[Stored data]
══════════

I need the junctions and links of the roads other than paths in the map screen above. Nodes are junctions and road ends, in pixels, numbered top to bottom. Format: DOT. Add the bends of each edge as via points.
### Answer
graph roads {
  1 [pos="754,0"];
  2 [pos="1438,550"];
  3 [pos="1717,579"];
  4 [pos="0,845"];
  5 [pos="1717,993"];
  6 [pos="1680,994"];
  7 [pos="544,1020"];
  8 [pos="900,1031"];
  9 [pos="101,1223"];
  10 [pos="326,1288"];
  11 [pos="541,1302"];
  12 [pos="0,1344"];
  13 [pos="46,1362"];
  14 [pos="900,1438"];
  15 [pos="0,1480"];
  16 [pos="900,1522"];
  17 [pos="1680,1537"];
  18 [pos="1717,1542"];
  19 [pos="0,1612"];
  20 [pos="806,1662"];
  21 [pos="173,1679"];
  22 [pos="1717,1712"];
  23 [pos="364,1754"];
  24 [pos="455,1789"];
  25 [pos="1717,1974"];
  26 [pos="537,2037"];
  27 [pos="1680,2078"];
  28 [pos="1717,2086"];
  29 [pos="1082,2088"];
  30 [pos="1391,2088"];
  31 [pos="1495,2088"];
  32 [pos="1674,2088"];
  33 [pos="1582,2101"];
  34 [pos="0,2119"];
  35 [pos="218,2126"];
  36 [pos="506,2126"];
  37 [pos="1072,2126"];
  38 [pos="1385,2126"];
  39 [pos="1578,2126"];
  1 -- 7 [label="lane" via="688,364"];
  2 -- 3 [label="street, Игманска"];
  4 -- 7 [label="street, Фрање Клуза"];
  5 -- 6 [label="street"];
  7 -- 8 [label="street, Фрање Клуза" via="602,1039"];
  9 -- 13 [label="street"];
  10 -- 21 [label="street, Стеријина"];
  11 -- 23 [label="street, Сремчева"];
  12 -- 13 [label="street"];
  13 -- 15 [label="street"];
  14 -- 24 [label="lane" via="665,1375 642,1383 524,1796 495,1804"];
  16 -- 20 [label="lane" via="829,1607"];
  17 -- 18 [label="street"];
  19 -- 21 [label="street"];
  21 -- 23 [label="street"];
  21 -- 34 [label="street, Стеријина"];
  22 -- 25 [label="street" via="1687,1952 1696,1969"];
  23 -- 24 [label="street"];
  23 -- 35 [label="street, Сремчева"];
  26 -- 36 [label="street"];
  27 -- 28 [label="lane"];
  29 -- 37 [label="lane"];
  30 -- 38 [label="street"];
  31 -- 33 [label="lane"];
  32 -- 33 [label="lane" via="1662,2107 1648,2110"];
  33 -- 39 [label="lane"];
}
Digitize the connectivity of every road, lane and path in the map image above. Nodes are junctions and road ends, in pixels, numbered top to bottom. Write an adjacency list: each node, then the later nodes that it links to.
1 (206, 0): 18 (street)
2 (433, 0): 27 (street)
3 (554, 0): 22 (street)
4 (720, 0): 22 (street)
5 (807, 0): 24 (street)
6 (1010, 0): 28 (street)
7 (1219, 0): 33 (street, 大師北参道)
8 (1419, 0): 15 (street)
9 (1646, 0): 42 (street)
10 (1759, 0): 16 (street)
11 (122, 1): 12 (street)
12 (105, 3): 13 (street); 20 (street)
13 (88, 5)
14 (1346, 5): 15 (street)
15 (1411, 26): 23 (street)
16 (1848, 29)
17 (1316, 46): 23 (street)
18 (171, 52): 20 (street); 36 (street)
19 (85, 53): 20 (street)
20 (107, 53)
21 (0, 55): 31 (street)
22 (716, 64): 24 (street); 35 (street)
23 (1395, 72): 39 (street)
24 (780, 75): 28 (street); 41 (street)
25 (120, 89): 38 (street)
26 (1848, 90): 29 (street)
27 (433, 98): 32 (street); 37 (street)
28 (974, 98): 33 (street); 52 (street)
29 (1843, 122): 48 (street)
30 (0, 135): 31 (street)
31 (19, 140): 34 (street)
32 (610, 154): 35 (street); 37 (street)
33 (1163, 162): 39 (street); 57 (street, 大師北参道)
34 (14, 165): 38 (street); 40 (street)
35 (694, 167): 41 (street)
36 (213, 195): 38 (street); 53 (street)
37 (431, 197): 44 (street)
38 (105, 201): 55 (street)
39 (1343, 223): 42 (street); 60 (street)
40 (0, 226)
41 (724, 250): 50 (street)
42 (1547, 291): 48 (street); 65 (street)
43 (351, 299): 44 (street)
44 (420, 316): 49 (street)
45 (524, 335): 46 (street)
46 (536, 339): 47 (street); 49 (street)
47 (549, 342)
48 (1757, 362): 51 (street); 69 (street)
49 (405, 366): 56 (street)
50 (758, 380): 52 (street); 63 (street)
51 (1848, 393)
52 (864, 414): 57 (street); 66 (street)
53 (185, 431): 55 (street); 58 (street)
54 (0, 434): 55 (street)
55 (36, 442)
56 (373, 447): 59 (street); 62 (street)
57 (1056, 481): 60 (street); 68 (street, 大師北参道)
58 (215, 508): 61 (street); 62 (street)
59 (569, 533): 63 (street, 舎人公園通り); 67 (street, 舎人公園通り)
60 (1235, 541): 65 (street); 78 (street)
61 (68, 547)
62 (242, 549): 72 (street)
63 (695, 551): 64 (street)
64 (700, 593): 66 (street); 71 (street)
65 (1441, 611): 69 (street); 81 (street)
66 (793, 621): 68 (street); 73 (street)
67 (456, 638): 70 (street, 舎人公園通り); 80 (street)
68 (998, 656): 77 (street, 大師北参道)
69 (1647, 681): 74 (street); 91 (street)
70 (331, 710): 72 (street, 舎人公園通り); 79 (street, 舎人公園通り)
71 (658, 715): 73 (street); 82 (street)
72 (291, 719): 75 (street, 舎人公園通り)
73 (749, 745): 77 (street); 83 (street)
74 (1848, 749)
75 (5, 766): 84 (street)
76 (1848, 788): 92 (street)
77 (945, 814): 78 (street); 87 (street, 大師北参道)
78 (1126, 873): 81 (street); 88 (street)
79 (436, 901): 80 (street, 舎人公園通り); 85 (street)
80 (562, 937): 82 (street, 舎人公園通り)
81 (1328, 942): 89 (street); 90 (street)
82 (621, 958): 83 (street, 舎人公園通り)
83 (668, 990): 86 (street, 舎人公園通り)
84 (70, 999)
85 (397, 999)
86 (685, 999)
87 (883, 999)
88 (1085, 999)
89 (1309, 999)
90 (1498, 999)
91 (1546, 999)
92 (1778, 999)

══════════

§ About this task: Scan the records above for the word "links" and return every line where it occurs.

§ Expected output:
I need the junctions and links of the roads other than paths in the map screen above. Nodes are junctions and road ends, in pixels, numbered top to bottom. Format: DOT. Add the bends of each edge as via points.
Digitize the connectivity of every road, lane and path in the map image above. Nodes are junctions and road ends, in pixels, numbered top to bottom. Write an adjacency list: each node, then the later nodes that it links to.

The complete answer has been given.